▸ **YOUR INSTRUCTIONS**
Go through the material underneath and show every line where the string "list" occurs.

RECORDS FOR PROCESSING START

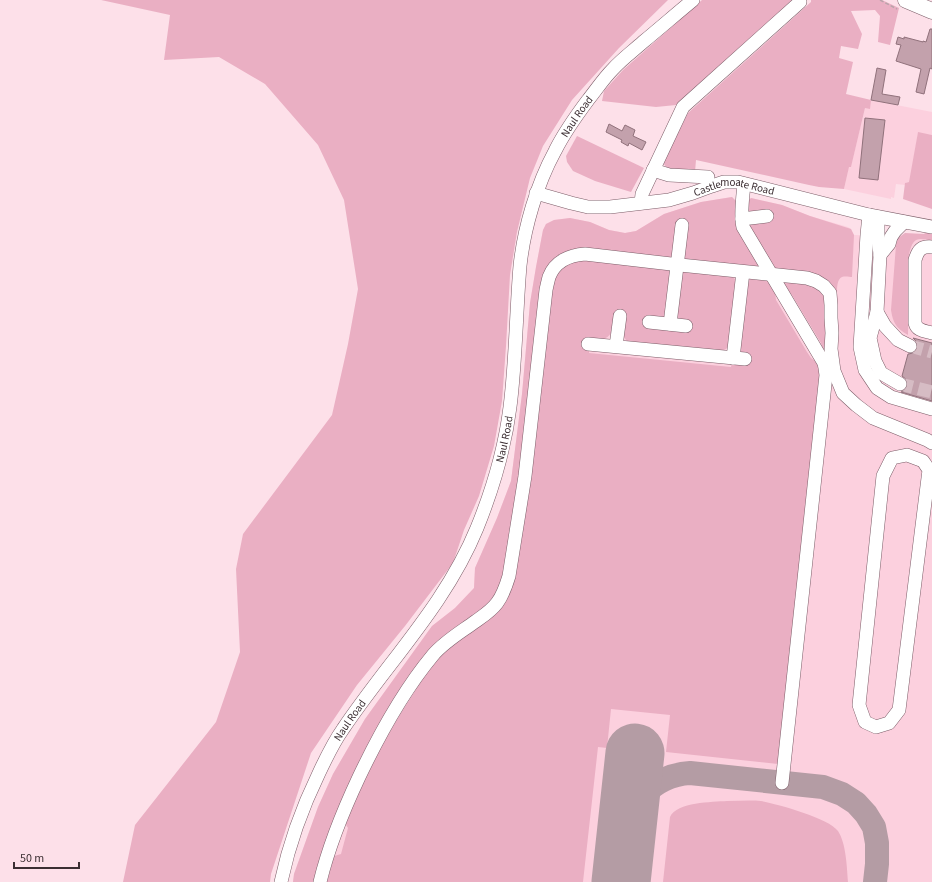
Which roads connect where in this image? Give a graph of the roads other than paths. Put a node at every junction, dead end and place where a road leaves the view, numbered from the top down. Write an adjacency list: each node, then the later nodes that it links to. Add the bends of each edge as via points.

RECORDS FOR PROCESSING END
RECORDS FOR PROCESSING START

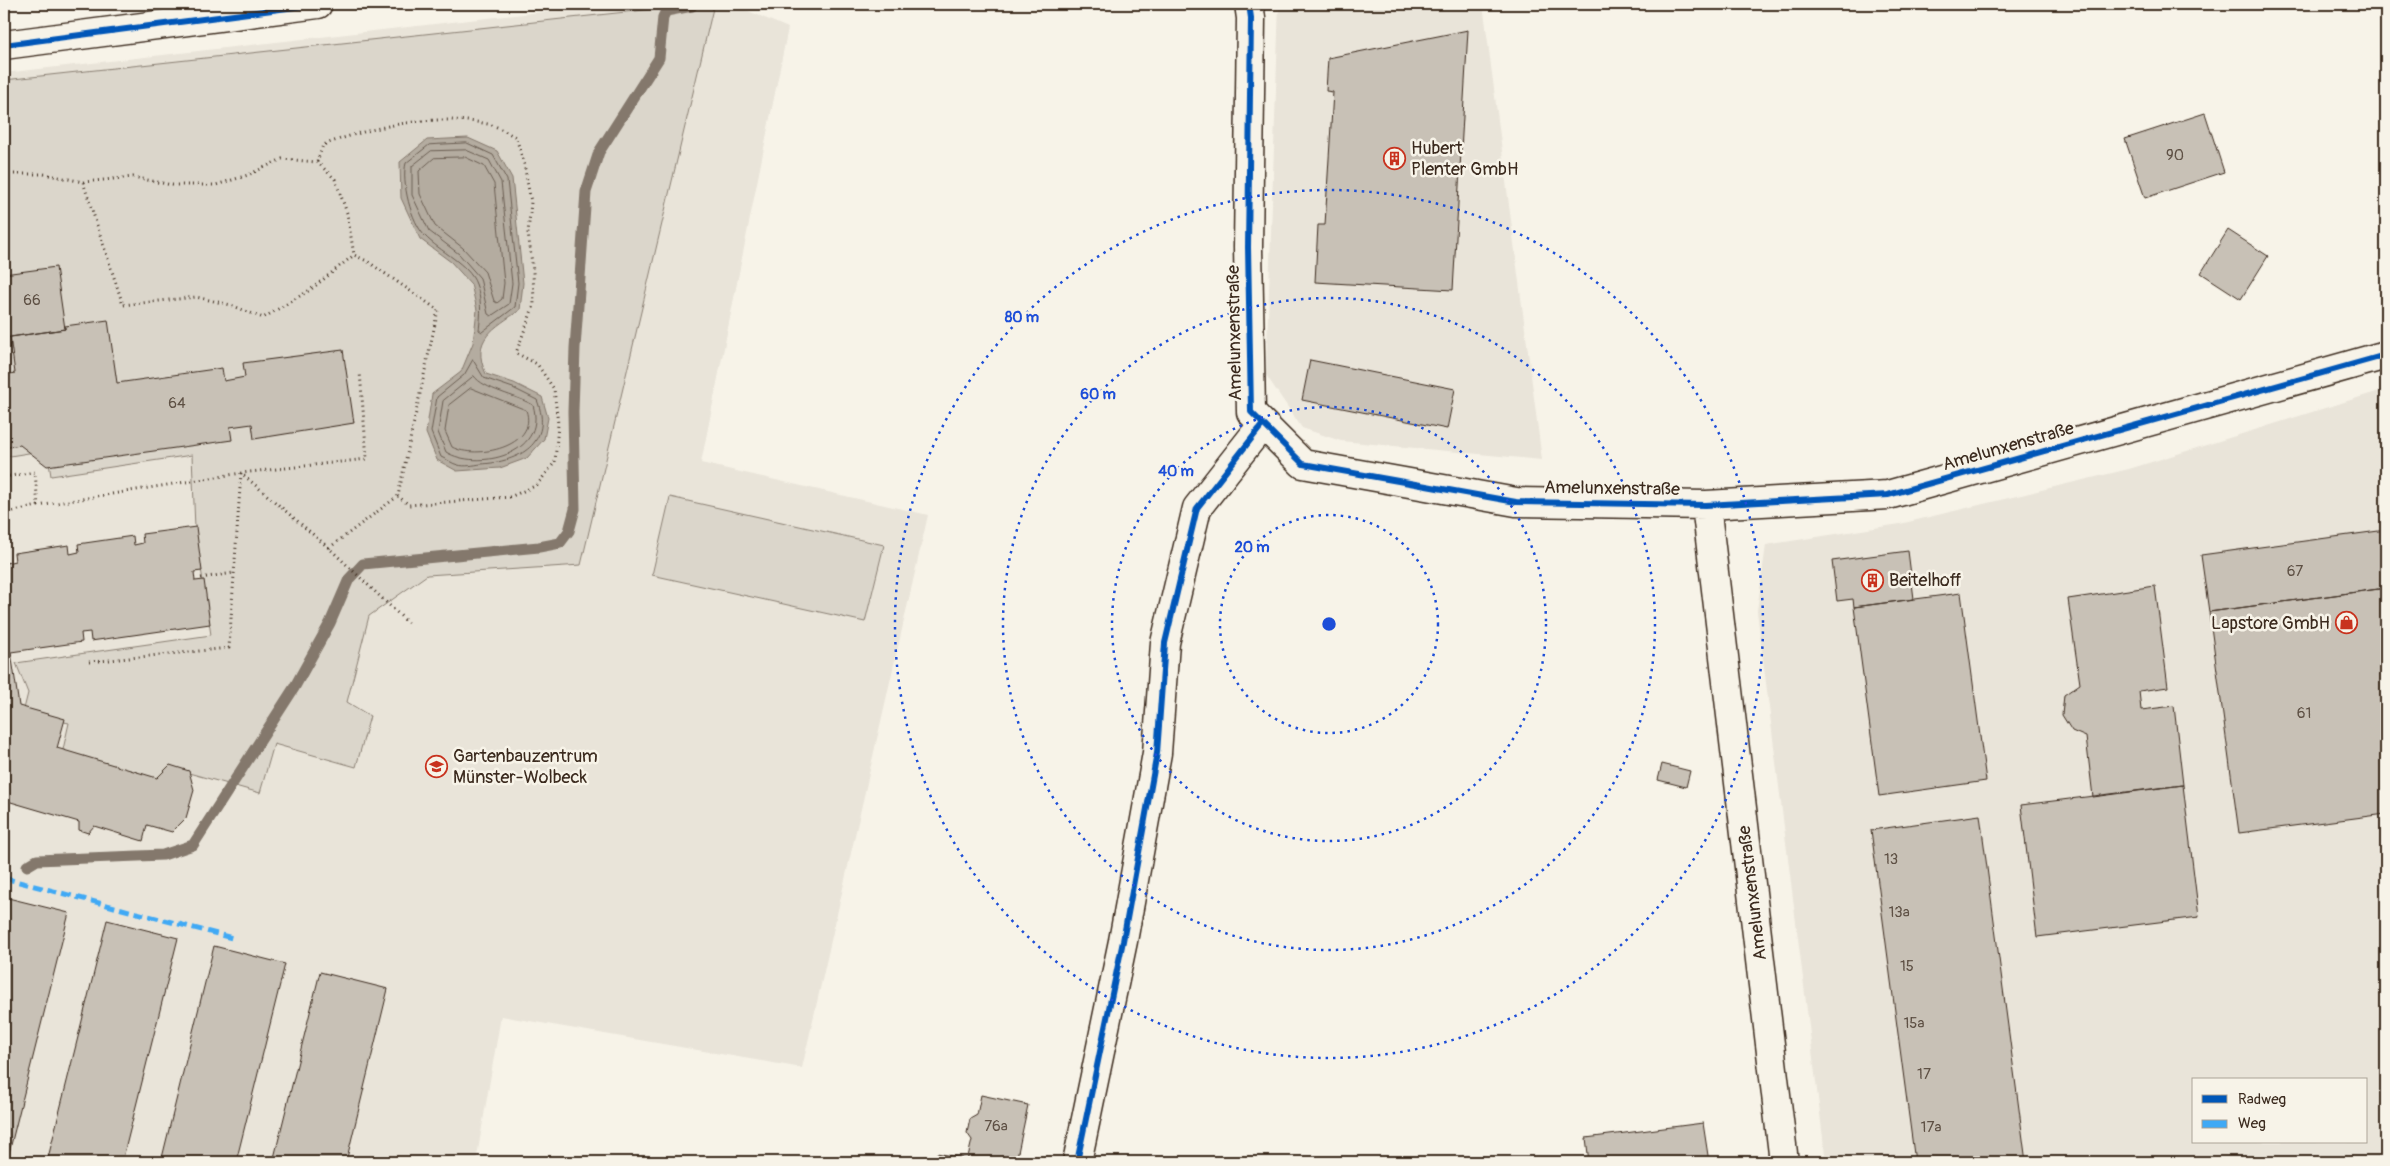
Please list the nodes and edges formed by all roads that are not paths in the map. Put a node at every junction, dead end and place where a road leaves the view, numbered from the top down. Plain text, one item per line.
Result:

RECORDS FOR PROCESSING END
RECORDS FOR PROCESSING START

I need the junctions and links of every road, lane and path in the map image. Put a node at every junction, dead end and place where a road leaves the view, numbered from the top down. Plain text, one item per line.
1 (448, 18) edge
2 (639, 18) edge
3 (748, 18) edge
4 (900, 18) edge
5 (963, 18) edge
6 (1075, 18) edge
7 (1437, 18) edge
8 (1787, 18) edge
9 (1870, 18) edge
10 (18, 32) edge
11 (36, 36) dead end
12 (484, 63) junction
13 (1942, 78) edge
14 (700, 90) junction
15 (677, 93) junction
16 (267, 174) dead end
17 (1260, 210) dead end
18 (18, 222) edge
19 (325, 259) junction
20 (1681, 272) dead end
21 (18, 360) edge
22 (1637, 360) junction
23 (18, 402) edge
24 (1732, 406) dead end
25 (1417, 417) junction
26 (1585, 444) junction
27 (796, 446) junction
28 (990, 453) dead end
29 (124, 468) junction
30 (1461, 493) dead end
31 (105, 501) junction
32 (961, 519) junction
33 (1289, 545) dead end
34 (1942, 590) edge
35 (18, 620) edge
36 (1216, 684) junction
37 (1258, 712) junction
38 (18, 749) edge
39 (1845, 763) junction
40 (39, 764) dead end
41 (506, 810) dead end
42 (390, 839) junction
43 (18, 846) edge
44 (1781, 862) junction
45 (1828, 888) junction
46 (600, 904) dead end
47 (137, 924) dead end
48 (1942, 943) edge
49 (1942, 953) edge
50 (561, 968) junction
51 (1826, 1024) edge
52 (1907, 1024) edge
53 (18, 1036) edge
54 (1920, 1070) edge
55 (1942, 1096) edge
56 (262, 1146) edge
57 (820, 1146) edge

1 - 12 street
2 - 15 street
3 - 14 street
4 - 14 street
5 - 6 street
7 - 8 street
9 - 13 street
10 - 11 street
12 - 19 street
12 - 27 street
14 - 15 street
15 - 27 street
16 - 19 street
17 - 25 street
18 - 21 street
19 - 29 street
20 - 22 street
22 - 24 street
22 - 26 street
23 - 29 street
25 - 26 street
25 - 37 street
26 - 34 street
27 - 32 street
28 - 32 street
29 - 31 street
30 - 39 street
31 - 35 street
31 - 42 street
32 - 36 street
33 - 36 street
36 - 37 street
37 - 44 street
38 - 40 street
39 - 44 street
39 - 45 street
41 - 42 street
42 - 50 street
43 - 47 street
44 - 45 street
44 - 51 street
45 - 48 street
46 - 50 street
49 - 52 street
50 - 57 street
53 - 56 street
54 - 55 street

RECORDS FOR PROCESSING END

▸ **OUTPUT FOR THIS TASK**
Which roads connect where in this image? Give a graph of the roads other than paths. Put a node at every junction, dead end and place where a road leaves the view, numbered from the top down. Write an adjacency list: each node, then the later nodes that it links to. Add the bends of each edge as via points.
Please list the nodes and edges formed by all roads that are not paths in the map. Put a node at every junction, dead end and place where a road leaves the view, numbered from the top down. Plain text, one item per line.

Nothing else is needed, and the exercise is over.